This is what turned you off - constructors cannot have a return value. If the last statement in the sequence returns, F # assumes that the function returns any value / type. However, this cannot contradict the method signature if it is explicitly defined. Therefore, F # asks you to clearly state your intent in such a case. If your intention is to discard the return of base.DoSomething (), use the pipe-ignore operator combination | > ignore like this:

do
  base.DoSomething() |> ignore

In other words, if the purpose of a function is to return a value without side effects, and if that value will therefore not be used, we can safely conclude that the function doesn 't need to be called in the constructor. Therefore the compiler / interactive environment warns you about this.

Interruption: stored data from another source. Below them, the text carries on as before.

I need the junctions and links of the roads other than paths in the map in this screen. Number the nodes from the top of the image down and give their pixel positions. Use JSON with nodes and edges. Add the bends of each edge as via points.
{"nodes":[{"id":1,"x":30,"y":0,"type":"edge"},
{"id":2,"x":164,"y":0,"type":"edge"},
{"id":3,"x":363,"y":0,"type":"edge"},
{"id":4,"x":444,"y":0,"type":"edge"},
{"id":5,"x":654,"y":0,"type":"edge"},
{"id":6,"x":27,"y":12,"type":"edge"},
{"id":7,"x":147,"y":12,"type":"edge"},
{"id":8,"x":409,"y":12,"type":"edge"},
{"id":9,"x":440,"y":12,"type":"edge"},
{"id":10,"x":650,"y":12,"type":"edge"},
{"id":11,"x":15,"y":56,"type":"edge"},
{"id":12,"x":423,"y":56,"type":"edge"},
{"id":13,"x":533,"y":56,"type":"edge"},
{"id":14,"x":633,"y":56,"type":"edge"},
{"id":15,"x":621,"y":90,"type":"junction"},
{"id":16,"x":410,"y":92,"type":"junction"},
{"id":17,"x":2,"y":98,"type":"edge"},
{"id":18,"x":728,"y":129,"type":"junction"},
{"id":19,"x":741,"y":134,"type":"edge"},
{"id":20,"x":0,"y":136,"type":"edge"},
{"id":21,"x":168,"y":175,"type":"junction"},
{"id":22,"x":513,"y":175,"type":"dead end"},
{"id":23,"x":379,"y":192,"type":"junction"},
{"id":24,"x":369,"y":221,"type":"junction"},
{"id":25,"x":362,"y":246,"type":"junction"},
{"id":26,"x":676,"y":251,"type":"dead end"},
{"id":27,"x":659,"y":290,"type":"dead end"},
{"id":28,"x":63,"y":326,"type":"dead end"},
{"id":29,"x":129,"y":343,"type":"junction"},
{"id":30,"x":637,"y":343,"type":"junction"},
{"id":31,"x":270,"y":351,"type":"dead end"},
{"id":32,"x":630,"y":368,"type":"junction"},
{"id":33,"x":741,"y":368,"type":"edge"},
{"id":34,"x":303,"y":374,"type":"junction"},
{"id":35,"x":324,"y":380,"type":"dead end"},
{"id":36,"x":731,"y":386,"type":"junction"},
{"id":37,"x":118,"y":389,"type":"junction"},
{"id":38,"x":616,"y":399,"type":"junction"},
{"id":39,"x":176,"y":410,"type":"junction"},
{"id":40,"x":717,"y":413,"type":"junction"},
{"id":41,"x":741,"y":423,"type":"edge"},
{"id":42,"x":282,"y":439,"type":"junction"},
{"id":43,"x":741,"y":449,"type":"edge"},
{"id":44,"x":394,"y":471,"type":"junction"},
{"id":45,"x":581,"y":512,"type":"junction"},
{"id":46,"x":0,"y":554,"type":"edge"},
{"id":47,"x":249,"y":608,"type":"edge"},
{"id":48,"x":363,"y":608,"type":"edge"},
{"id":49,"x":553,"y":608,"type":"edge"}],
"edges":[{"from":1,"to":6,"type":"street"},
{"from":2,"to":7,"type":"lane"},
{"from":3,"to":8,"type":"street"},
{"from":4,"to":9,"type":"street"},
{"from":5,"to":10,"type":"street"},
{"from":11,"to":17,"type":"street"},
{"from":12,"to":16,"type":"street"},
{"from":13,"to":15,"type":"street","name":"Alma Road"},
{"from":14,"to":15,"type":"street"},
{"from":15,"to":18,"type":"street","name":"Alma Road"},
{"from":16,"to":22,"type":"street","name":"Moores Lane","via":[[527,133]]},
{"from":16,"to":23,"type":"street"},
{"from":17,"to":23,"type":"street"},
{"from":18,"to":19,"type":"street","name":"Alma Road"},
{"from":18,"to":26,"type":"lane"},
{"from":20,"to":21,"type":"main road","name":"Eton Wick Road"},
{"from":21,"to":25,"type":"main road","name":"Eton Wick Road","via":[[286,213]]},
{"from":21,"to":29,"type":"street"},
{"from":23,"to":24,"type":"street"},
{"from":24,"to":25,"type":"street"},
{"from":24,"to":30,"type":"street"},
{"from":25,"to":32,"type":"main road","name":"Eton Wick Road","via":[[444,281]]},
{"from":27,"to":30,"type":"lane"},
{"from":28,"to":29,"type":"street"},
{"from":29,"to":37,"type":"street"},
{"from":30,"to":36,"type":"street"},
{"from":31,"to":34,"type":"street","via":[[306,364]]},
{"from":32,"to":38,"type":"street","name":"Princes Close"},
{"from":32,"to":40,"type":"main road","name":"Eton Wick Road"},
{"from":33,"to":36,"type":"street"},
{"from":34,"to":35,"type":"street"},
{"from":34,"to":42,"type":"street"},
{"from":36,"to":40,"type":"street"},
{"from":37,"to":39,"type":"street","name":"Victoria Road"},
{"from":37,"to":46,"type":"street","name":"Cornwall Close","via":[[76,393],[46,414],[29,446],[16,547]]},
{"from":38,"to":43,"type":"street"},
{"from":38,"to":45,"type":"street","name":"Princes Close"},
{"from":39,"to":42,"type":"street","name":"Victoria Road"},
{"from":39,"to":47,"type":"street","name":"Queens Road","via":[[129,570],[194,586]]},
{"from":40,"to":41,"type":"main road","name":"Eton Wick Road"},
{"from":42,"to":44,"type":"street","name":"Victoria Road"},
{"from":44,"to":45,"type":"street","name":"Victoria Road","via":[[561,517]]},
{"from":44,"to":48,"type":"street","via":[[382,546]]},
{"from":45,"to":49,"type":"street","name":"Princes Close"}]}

This is what F # is encouraging here.



To be fair, this is not immediately obvious unless you consider the following: do compiles all such statements into a primary constructor . If you go with the F # OO style for constructor overloading , it might be clearer where the unit * signature comes from.

Usually, if an implicitly defined return value makes the write function more fluid, ... as Rich Hickey put it, now it's just pre-dating.

  • another name for unit in other languages void

Update

Perhaps the compiler constraint is being applied in overeager mode, or perhaps behind the scenes, do is defined as a closure before unwinding and applied by the compiler to the constructor. The closure might see this , but the method / constructor gets this and the base . Is it not very intuitive? It looks like you've found a rough edge that needs grinding. Please consider creating a feature request . F # is now completely open source, so it's worth documenting these cases.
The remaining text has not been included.